+++ Supplied entries

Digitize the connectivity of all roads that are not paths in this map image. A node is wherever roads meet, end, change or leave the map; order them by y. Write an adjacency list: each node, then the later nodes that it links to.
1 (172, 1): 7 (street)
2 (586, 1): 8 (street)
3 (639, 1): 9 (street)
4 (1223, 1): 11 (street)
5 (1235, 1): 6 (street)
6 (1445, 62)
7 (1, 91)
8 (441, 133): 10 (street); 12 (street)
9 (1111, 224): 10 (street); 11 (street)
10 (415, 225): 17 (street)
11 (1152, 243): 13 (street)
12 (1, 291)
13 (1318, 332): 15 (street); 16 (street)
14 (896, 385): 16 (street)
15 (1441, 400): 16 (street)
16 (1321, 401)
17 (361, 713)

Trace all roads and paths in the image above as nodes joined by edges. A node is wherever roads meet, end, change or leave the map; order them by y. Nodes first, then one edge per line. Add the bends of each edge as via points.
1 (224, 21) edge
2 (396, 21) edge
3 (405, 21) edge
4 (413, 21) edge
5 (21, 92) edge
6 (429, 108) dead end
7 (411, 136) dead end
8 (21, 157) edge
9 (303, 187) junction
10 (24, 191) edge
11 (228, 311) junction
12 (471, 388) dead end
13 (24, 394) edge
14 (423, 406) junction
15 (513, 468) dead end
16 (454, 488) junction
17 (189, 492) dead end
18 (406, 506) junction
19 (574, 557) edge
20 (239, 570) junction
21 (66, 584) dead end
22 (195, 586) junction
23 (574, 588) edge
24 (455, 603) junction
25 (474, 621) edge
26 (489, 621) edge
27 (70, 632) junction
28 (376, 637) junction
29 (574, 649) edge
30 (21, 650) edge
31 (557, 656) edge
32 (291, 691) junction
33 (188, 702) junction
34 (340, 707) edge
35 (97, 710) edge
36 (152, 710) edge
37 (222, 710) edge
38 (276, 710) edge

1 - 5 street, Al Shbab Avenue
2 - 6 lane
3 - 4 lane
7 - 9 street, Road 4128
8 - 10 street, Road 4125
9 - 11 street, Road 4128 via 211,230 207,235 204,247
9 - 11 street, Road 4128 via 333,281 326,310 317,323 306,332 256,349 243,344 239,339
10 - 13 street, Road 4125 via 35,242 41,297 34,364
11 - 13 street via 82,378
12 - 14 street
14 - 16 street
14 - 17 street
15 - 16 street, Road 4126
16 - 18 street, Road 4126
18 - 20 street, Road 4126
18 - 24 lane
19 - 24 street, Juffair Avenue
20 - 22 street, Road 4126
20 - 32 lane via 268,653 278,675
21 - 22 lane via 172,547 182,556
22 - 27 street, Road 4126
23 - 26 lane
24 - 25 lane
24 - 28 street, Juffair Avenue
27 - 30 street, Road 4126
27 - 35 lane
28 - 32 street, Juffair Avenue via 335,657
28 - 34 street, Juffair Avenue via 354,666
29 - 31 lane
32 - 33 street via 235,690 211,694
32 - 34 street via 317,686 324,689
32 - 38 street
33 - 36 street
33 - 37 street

++++++

What you need to do:
In full and without error, give the listing again.

Reply:
Digitize the connectivity of all roads that are not paths in this map image. A node is wherever roads meet, end, change or leave the map; order them by y. Write an adjacency list: each node, then the later nodes that it links to.
1 (172, 1): 7 (street)
2 (586, 1): 8 (street)
3 (639, 1): 9 (street)
4 (1223, 1): 11 (street)
5 (1235, 1): 6 (street)
6 (1445, 62)
7 (1, 91)
8 (441, 133): 10 (street); 12 (street)
9 (1111, 224): 10 (street); 11 (street)
10 (415, 225): 17 (street)
11 (1152, 243): 13 (street)
12 (1, 291)
13 (1318, 332): 15 (street); 16 (street)
14 (896, 385): 16 (street)
15 (1441, 400): 16 (street)
16 (1321, 401)
17 (361, 713)

Trace all roads and paths in the image above as nodes joined by edges. A node is wherever roads meet, end, change or leave the map; order them by y. Nodes first, then one edge per line. Add the bends of each edge as via points.
1 (224, 21) edge
2 (396, 21) edge
3 (405, 21) edge
4 (413, 21) edge
5 (21, 92) edge
6 (429, 108) dead end
7 (411, 136) dead end
8 (21, 157) edge
9 (303, 187) junction
10 (24, 191) edge
11 (228, 311) junction
12 (471, 388) dead end
13 (24, 394) edge
14 (423, 406) junction
15 (513, 468) dead end
16 (454, 488) junction
17 (189, 492) dead end
18 (406, 506) junction
19 (574, 557) edge
20 (239, 570) junction
21 (66, 584) dead end
22 (195, 586) junction
23 (574, 588) edge
24 (455, 603) junction
25 (474, 621) edge
26 (489, 621) edge
27 (70, 632) junction
28 (376, 637) junction
29 (574, 649) edge
30 (21, 650) edge
31 (557, 656) edge
32 (291, 691) junction
33 (188, 702) junction
34 (340, 707) edge
35 (97, 710) edge
36 (152, 710) edge
37 (222, 710) edge
38 (276, 710) edge

1 - 5 street, Al Shbab Avenue
2 - 6 lane
3 - 4 lane
7 - 9 street, Road 4128
8 - 10 street, Road 4125
9 - 11 street, Road 4128 via 211,230 207,235 204,247
9 - 11 street, Road 4128 via 333,281 326,310 317,323 306,332 256,349 243,344 239,339
10 - 13 street, Road 4125 via 35,242 41,297 34,364
11 - 13 street via 82,378
12 - 14 street
14 - 16 street
14 - 17 street
15 - 16 street, Road 4126
16 - 18 street, Road 4126
18 - 20 street, Road 4126
18 - 24 lane
19 - 24 street, Juffair Avenue
20 - 22 street, Road 4126
20 - 32 lane via 268,653 278,675
21 - 22 lane via 172,547 182,556
22 - 27 street, Road 4126
23 - 26 lane
24 - 25 lane
24 - 28 street, Juffair Avenue
27 - 30 street, Road 4126
27 - 35 lane
28 - 32 street, Juffair Avenue via 335,657
28 - 34 street, Juffair Avenue via 354,666
29 - 31 lane
32 - 33 street via 235,690 211,694
32 - 34 street via 317,686 324,689
32 - 38 street
33 - 36 street
33 - 37 street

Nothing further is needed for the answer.